The first genome to be completely sequenced was of a bacterial virus, the bacteriophage fx174 (5368 base pairs); this was accomplished by Fred Sanger using shotgun sequencing. Several other organelle and viral genomes were later sequenced. The first organism whose genome was sequenced was the bacterium Haemophilus influenzae; this was accomplished by Craig Venter in the 1980s. Approximately 74 different laboratories collaborated on the sequencing of the genome of the yeast Saccharomyces cerevisiae, which began in 1989 and was completed in 1996, because it was 60 times bigger than any other genome that had been sequenced. By 1997, the genome sequences of two important model organisms were available: the bacterium Escherichia coli K12 and the yeast Saccharomyces cerevisiae. Genomes of other model organisms, such as the mouse Mus musculus, the fruit fly Drosophila melanogaster, the nematode Caenorhabditis. elegans, and humans Homo sapiens are now known. A lot of basic research is performed in model organisms because the information can be applied to genetically similar organisms. A model organism is a species that is studied as a model to understand the biological processes in other species represented by the model organism. Having entire genomes sequenced helps with the research efforts in these model organisms. The process of attaching biological information to gene sequences is called genome annotation. Annotation of gene sequences helps with basic experiments in molecular biology, such as designing PCR primers and RNA targets.

Link to Learning:

Click through each step of genome sequencing at this site.

DNA microarrays are methods used to detect gene expression by analyzing an array of DNA fragments that are fixed to a glass slide or a silicon chip to identify active genes and identify sequences.
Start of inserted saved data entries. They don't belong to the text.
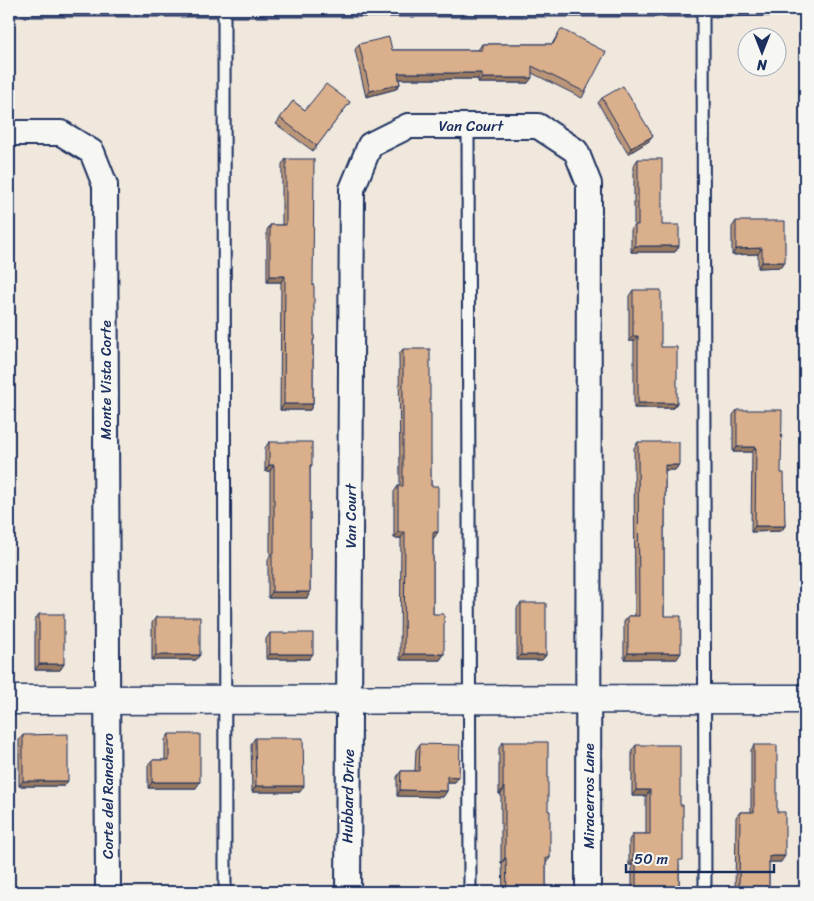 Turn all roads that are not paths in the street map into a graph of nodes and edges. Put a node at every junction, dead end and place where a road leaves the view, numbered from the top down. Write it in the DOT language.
graph roads {
  1 [pos="786,9"];
  2 [pos="9,10"];
  3 [pos="703,10"];
  4 [pos="224,11"];
  5 [pos="468,126"];
  6 [pos="9,133"];
  7 [pos="470,699"];
  8 [pos="589,699"];
  9 [pos="704,699"];
  10 [pos="805,699"];
  11 [pos="9,700"];
  12 [pos="108,700"];
  13 [pos="224,700"];
  14 [pos="350,700"];
  15 [pos="108,892"];
  16 [pos="225,892"];
  17 [pos="348,892"];
  18 [pos="470,892"];
  19 [pos="588,892"];
  20 [pos="705,892"];
  1 -- 3 [label="lane"];
  2 -- 4 [label="lane"];
  3 -- 4 [label="lane"];
  3 -- 9 [label="lane"];
  4 -- 13 [label="lane"];
  5 -- 7 [label="lane"];
  5 -- 8 [label="street, Van Court"];
  5 -- 14 [label="street, Van Court"];
  6 -- 12 [label="street, Monte Vista Corte"];
  7 -- 8 [label="street"];
  7 -- 14 [label="street"];
  7 -- 18 [label="lane"];
  8 -- 9 [label="street"];
  8 -- 19 [label="street, Miracerros Lane"];
  9 -- 10 [label="street"];
  9 -- 20 [label="lane"];
  11 -- 12 [label="street"];
  12 -- 13 [label="street"];
  12 -- 15 [label="street, Corte del Ranchero"];
  13 -- 14 [label="street"];
  13 -- 16 [label="lane"];
  14 -- 17 [label="street, Hubbard Drive"];
} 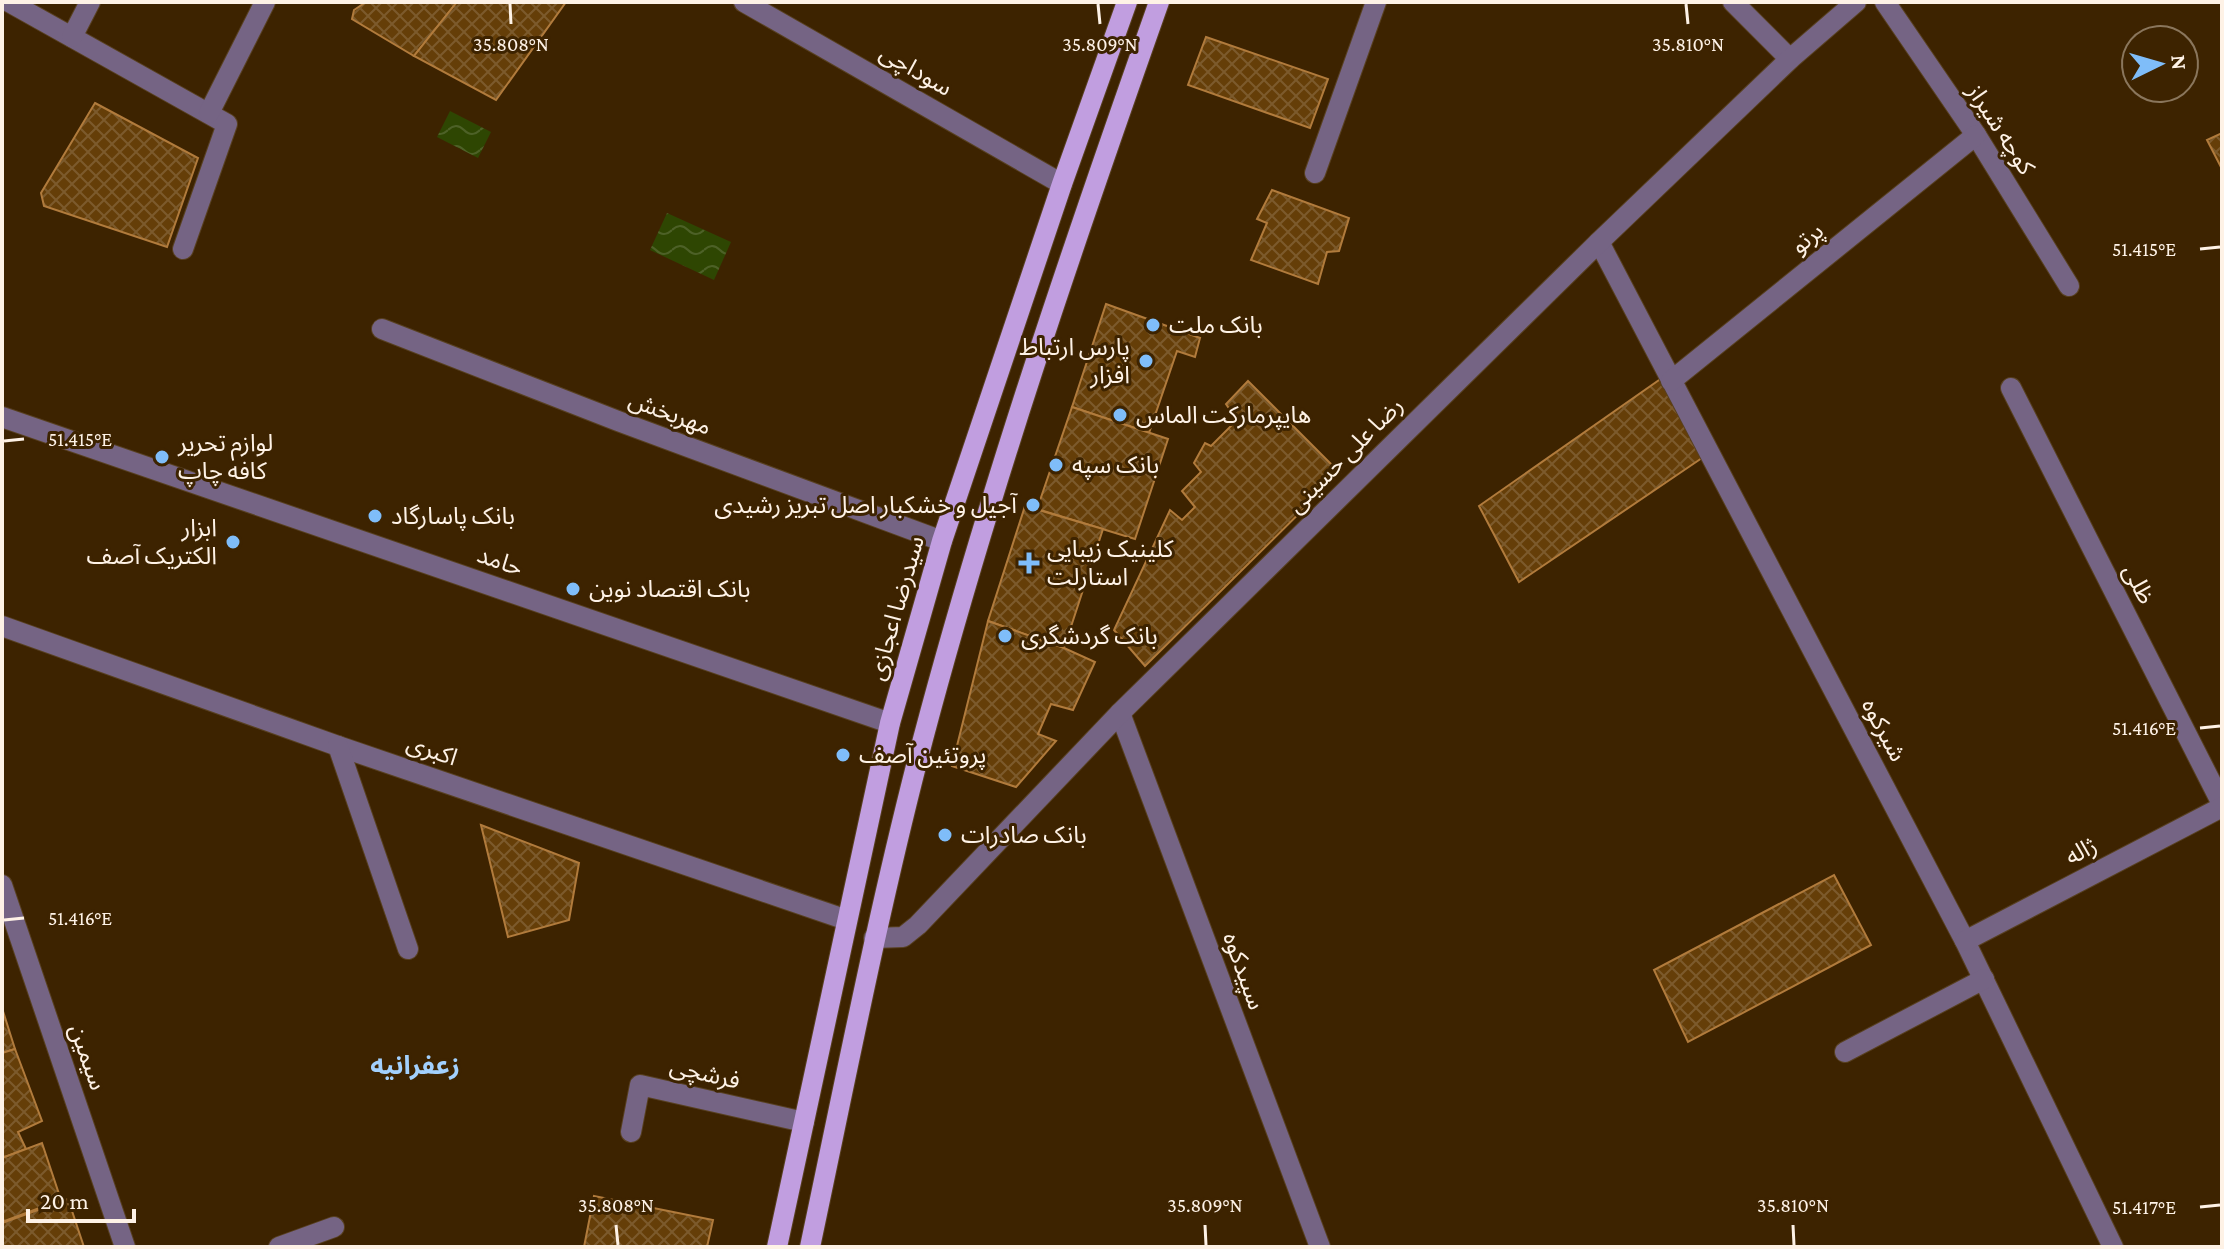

Almost one million genotypic abnormalities can be discovered using microarrays, whereas whole-genome sequencing can provide information about all six billion base pairs in the human genome. Although the study of medical applications of genome sequencing is interesting, this discipline tends to dwell on abnormal gene function. Knowledge of the entire genome will allow future onset diseases and other genetic disorders to be discovered early, which will allow for more informed decisions to be made about lifestyle, medication, and having children. Genomics is still in its infancy, although someday it may become routine to use whole-genome sequencing to screen every newborn to detect genetic abnormalities.

In addition to disease and medicine, genomics can contribute to the development of novel enzymes that convert biomass to biofuel, which results in higher crop and fuel production, and lower cost to the consumer. This knowledge should allow better methods of control over the microbes that are used in the production of biofuels. Genomics could also improve the methods used to monitor the impact of pollutants on ecosystems and help clean up environmental contaminants. Genomics has allowed for the development of agrochemicals and pharmaceuticals that could benefit medical science and agriculture.

It sounds great to have all the knowledge we can get from whole-genome sequencing; however, humans have a responsibility to use this knowledge wisely. Otherwise, it could be easy to misuse the power of such knowledge, leading to discrimination based on a person's genetics, human genetic engineering, and other ethical concerns. This information could also lead to legal issues regarding health and privacy.

Whole-genome sequencing is the latest available resource to treat genetic diseases. Some doctors are using whole-genome sequencing to save lives. Genomics has many industrial applications including biofuel development, agriculture, pharmaceuticals, and pollution control. The basic principle of all modern-day sequencing strategies involves the chain termination method of sequencing.

Although the human genome sequences provide key insights to medical professionals, researchers use whole-genome sequences of model organisms to better understand the genome of the species. Automation and the decreased cost of whole-genome sequencing may lead to personalized medicine in the future.